Le Premier ministre conservateur Rishi Sunak, qui a rétropédalé sur de précédents engagements climatiques du Royaume-Uni, s'est lui engagé à accorder de nouveaux permis d'exploration. Les électeurs sont "profondément inquiets" de l'impact du programme du Labour sur leur avenir, affirme à l'AFP Stephen Flynn, du parti indépendantiste SNP, au pouvoir en Ecosse mais menacé par l'ascension du Labour.

Créer des emplois

A Aberdeen, beaucoup reconnaissent que l'avenir de la planète passe pas les énergies renouvelables, souhaitant que la ville devienne la "capitale de la neutralité carbone" en Europe après avoir été celle des hydrocarbures.

Chris Murray, chômeur qui compte voter pour le SNP, souhaiterait davantage de formations dans l'éolien et les énergies vertes marines. "Avant, c'était facile d'obtenir un contrat d'apprentissage sur une plate-forme pétrolière. Mais c'est en train de disparaître", constate-t-il.

Les travaillistes affirment que leur grand plan pour une "prospérité verte" créera 650 000 emplois d'ici 2030 dans le pays, et permettra d'atteindre la neutralité carbone d'ici 2050, alors que les experts mettent en garde sur la "lenteur inquiétante" des progrès britanniques en matière de réduction des gaz à effet de serre.

Au coeur du projet travailliste figure la création d'un fonds d'investissement public, doté de 8,3 milliards de livres (9,8 milliards d'euros) d'argent public, baptisé "Great British Energy" et dont le siège serait basé en Ecosse.

L'objectif est d'accroître l'indépendance énergétique du pays et de réduire les prix de l'électricité et du gaz, qui ont flambé après l'invasion russe de l'Ukraine début 2022, fait valoir le parti. "Une électricité propre est la meilleure opportunité que nous ayons eue depuis une génération pour créer la prochaine génération d'emplois", a défendu le mois dernier le chef de l'opposition travailliste, Keir Starmer, en faisant campagne en Ecosse.

« Sujet secondaire »

Le Labour a été critiqué ces derniers mois pour avoir revu à la baisse son projet initial d'investir 28 milliards de livres (33,16 milliards d'euros) par an dans les infrastructures vertes.

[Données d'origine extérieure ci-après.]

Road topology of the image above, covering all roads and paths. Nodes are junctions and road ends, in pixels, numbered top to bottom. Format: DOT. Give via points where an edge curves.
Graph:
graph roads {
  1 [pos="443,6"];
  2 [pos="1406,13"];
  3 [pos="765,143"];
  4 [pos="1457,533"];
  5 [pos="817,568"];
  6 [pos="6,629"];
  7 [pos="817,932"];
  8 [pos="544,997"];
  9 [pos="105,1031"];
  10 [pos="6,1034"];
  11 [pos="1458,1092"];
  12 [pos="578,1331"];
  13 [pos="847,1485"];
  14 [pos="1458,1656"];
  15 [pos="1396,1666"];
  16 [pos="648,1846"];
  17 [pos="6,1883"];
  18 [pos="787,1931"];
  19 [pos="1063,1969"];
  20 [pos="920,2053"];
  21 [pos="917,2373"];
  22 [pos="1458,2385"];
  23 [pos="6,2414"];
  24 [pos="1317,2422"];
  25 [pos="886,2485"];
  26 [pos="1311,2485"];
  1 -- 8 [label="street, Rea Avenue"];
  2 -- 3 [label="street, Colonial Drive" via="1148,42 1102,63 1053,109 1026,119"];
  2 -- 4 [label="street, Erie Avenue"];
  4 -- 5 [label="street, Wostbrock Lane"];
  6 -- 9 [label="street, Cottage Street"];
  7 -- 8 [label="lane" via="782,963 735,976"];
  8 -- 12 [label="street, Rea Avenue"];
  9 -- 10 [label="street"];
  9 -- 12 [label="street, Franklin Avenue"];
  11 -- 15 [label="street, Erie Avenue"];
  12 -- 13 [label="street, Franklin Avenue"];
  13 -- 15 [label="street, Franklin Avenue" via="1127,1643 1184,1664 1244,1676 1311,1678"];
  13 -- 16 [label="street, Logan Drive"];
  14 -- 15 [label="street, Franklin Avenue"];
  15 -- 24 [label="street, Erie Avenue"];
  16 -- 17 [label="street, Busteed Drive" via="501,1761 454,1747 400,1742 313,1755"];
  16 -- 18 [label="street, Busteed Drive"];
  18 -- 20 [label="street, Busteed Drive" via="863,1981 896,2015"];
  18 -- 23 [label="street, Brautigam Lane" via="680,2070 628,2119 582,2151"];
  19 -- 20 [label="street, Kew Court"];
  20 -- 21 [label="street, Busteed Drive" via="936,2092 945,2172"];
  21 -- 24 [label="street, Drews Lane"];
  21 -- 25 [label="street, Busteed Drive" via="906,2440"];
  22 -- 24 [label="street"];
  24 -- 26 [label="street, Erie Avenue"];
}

Invoquant les difficultés financières héritées des conservateurs, il prévoit désormais d'investir 23,7 milliards de livres en cinq ans.

Il veut aussi décarboner la production d'électricité du pays d'ici 2030 et réintroduira l'interdiction des ventes de voitures roulant au gazole ou à l'essence d'ici 2030, un objectif repoussé à 2035 par les conservateurs.

Début juin, l'ONG "Les Amis de la Terre" a demandé aux partis politiques "d'arrêter de traiter le climat et l'environnement comme un sujet secondaire".

"La prudence économique est peut-être le principe cardinal des travailliste, mais ce n'est absolument pas prudent de ne pas investir dans les actions qui protégeront notre avenir", a critiqué Mike Childs, responsable de la recherche et des politiques de l'ONG.